Só com a já referida Lei n.º 111/2015, de 27 de agosto (não aplicável ao caso), o legislador passou a prescrever a sanção de nulidade no artigo 1379.º, n.º 1, do CC. Com esta alteração, alguns autores entenderam que a prevalência da usucapião nas sobreditas circunstâncias passou a implicar não apenas a violação de normas infraconstitucionais, mas também a violação de normas constitucionais. É o que sustenta José A. R. L. González, “Usucapião e fracionamento de prédios rústicos”, Revista do Ministério Público, n.º 148 (outubro-dezembro de 2016), pp. 9/37, 23 e ss. [posição que é também a de Pedro Caetano Nunes, “50 anos do Código Civil – Direitos reais”, in José João Abrantes (org.), 50 anos do Código Civil de 1966, Coimbra: Almedina, 2018, pp. 344/345]:
“[…]
Apesar de numerosa jurisprudência em sentido contrário, julga-se igualmente inadmissível a usucapião (ou a acessão, acrescente-se) contrária a regras urbanísticas, designadamente, a regras sobre loteamentos urbanos ou sobre fracionamento de prédios rústicos, pois está aqui em causa, como no que respeita aos bens de domínio público, a tutela direta de um certo interesse público.
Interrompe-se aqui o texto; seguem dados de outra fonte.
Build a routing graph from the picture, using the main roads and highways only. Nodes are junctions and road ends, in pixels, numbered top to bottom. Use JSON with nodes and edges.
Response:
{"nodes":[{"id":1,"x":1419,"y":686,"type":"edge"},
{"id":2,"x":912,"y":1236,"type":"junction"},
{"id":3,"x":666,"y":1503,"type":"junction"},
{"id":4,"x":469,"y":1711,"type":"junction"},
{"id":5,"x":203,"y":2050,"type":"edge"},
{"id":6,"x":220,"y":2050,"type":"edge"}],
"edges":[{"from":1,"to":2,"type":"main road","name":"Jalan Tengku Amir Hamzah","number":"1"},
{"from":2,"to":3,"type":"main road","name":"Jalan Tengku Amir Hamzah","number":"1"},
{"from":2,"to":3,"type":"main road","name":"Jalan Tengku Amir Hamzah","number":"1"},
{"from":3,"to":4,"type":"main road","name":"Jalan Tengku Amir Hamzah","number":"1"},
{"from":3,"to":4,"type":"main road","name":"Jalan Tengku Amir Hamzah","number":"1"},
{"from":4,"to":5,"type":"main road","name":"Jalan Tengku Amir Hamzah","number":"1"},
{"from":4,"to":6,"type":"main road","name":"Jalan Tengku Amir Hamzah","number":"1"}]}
A partir do que antecede, mas dependente de demonstração ulterior, pode extrair-se de imediato uma ilação puramente empírica: a usucapião não pode dar-se sempre que da sua invocação resulte a infração de normas primordialmente destinadas a proteger interesses gerais da comunidade.
14. No que toca especificamente ao fracionamento aos prédios rústicos, milita a favor desta perceção, em primeiro lugar, a própria alteração legislativa introduzida pela Lei n.º 111/2015, de 27/08, no n.º 1 do artigo 1379.º do Cód. Civil.
Originalmente, o fracionamento em contravenção da interdição legal instituída pelo artigo 1376.º do Cód. Civil gerava a anulabilidade do ato que lhe desse origem, o que significava, bem vistas as coisas, que não sendo exercido o direito potestativo de anulação pelo Ministério Público ou por qualquer proprietário que gozasse do direito de preferência nos termos do artigo 1380.º do mesmo diploma, dentro do prazo fixado pelo anterior n.º 3 do artigo 1379.º, aquele ato, tornando-se inatacável, consolidava-se definitivamente, E, afinal, o resultado proibido acabava por, não obstante, ser obtido. Seria até contestável, por isso, a afirmação do caráter imperativo da norma que proibia o parcelamento de prédios rústicos em desrespeito pelo mencionado n.º 1 do artigo 1379.º do Cód. Civil.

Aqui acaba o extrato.